### Data provided
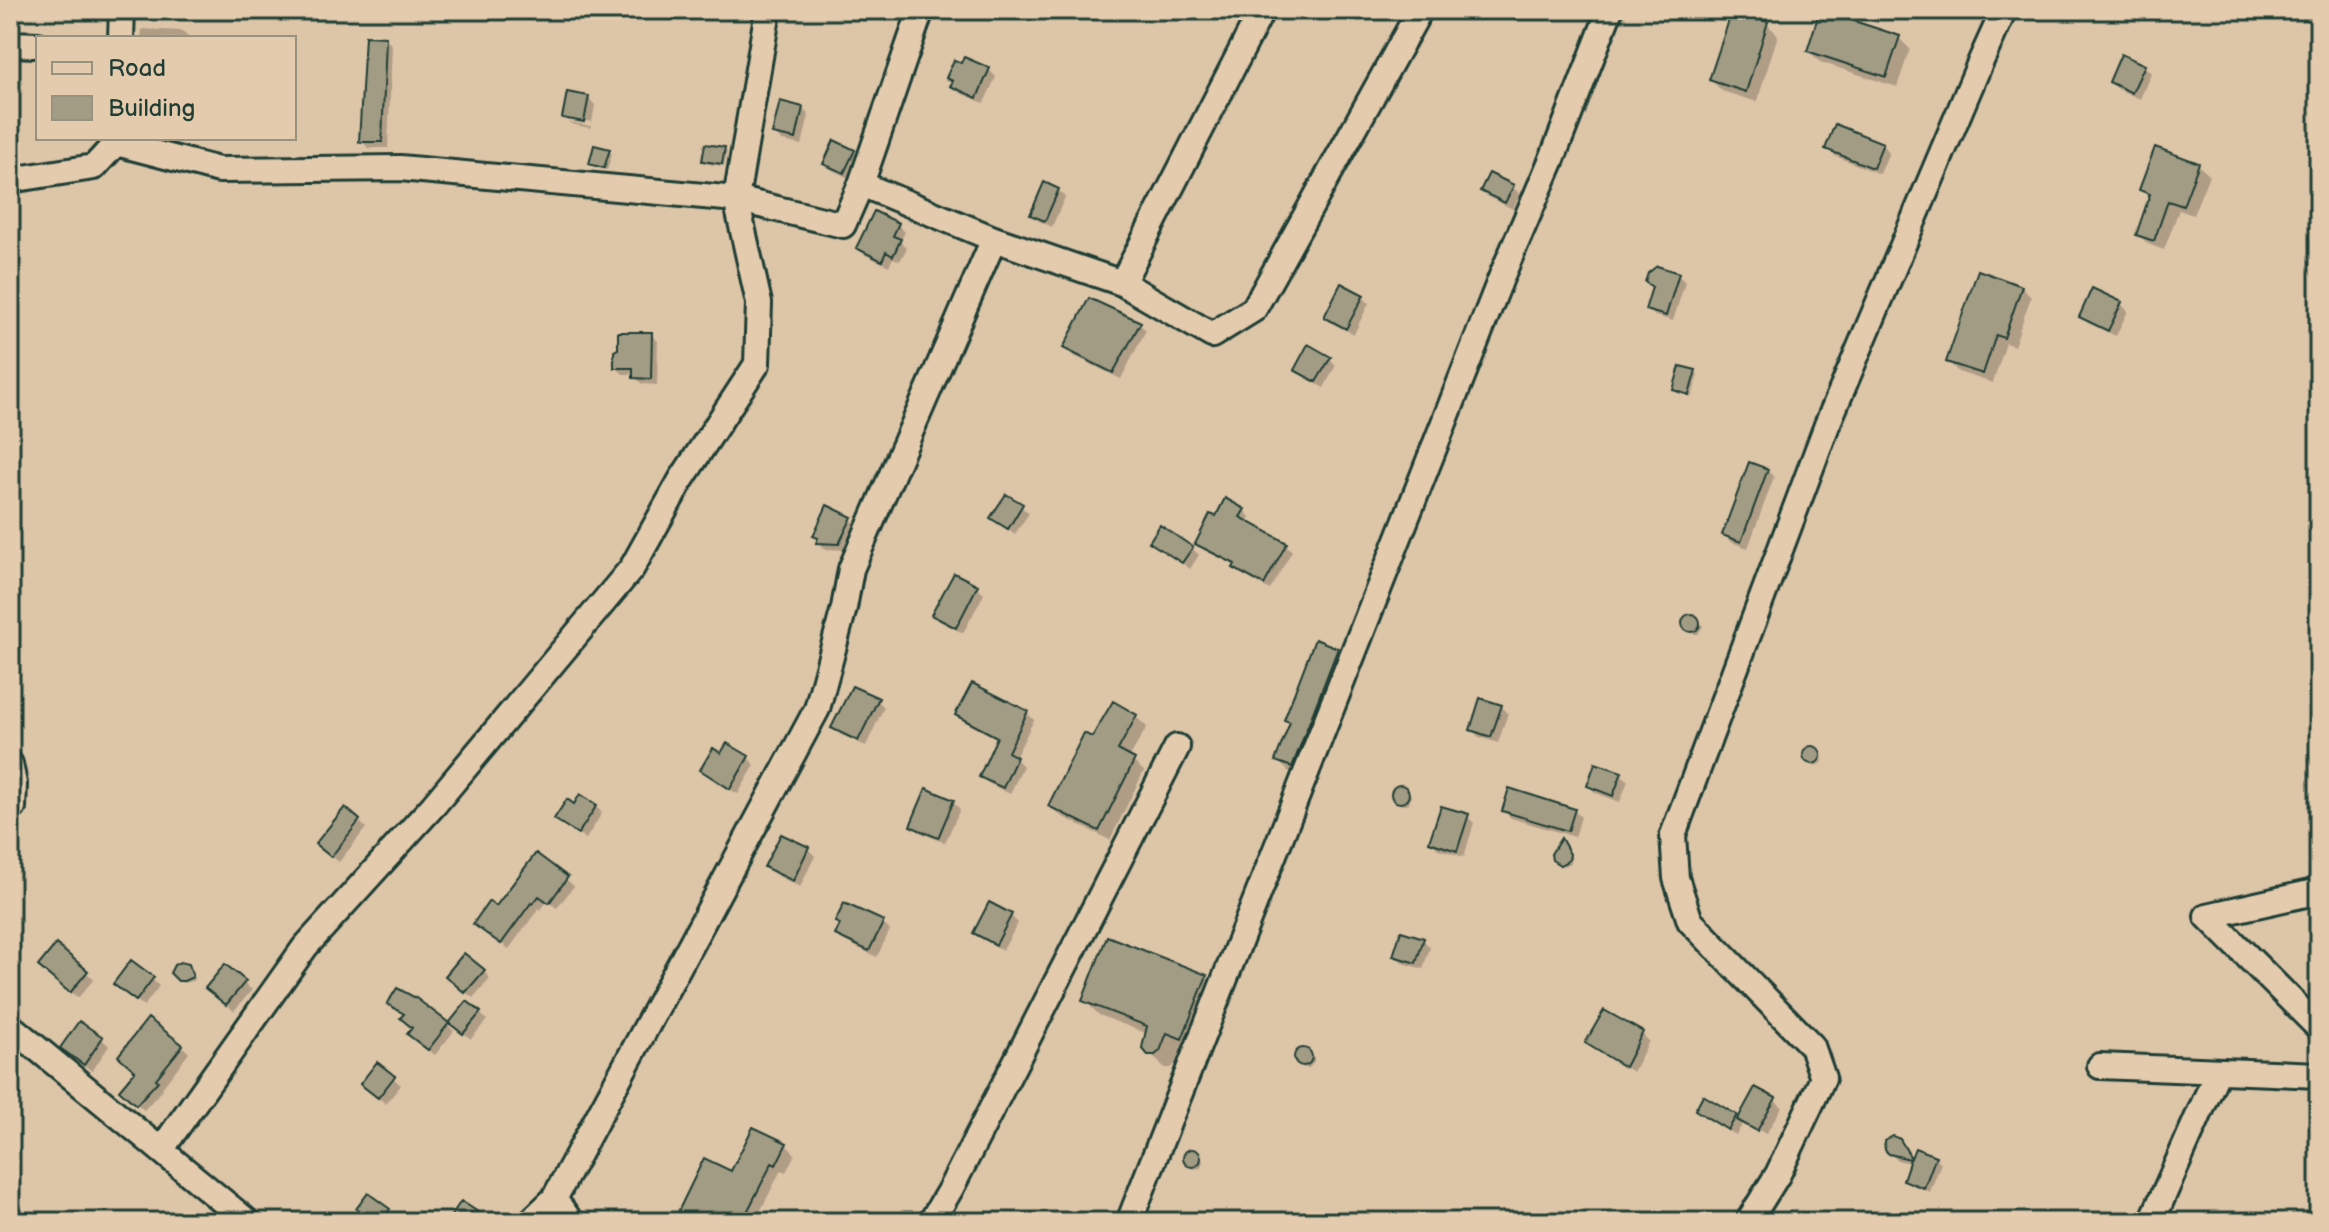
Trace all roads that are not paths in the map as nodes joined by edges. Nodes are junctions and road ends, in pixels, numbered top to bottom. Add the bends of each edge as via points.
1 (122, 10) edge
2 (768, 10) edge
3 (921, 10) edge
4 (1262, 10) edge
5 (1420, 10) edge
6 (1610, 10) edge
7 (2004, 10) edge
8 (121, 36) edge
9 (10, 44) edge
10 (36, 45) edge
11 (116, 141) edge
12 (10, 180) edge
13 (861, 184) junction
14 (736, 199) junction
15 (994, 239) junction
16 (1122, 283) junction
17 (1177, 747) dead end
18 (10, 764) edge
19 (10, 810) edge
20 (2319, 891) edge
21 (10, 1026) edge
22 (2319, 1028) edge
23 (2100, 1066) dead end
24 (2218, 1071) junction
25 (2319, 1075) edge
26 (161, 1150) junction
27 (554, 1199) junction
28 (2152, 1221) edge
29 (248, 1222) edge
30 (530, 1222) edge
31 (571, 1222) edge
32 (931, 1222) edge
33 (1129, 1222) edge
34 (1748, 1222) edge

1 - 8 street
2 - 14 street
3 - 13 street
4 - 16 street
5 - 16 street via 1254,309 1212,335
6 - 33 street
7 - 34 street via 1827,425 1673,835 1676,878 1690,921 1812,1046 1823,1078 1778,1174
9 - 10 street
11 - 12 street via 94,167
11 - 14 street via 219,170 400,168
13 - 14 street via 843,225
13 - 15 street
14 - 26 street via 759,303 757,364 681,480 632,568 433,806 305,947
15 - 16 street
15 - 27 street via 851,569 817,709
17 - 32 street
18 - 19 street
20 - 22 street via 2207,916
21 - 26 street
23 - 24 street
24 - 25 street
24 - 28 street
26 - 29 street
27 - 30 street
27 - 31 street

### Exercise
All records above are to be printed exactly, minus the pictures they contain.

### Exercise answer
Trace all roads that are not paths in the map as nodes joined by edges. Nodes are junctions and road ends, in pixels, numbered top to bottom. Add the bends of each edge as via points.
1 (122, 10) edge
2 (768, 10) edge
3 (921, 10) edge
4 (1262, 10) edge
5 (1420, 10) edge
6 (1610, 10) edge
7 (2004, 10) edge
8 (121, 36) edge
9 (10, 44) edge
10 (36, 45) edge
11 (116, 141) edge
12 (10, 180) edge
13 (861, 184) junction
14 (736, 199) junction
15 (994, 239) junction
16 (1122, 283) junction
17 (1177, 747) dead end
18 (10, 764) edge
19 (10, 810) edge
20 (2319, 891) edge
21 (10, 1026) edge
22 (2319, 1028) edge
23 (2100, 1066) dead end
24 (2218, 1071) junction
25 (2319, 1075) edge
26 (161, 1150) junction
27 (554, 1199) junction
28 (2152, 1221) edge
29 (248, 1222) edge
30 (530, 1222) edge
31 (571, 1222) edge
32 (931, 1222) edge
33 (1129, 1222) edge
34 (1748, 1222) edge

1 - 8 street
2 - 14 street
3 - 13 street
4 - 16 street
5 - 16 street via 1254,309 1212,335
6 - 33 street
7 - 34 street via 1827,425 1673,835 1676,878 1690,921 1812,1046 1823,1078 1778,1174
9 - 10 street
11 - 12 street via 94,167
11 - 14 street via 219,170 400,168
13 - 14 street via 843,225
13 - 15 street
14 - 26 street via 759,303 757,364 681,480 632,568 433,806 305,947
15 - 16 street
15 - 27 street via 851,569 817,709
17 - 32 street
18 - 19 street
20 - 22 street via 2207,916
21 - 26 street
23 - 24 street
24 - 25 street
24 - 28 street
26 - 29 street
27 - 30 street
27 - 31 street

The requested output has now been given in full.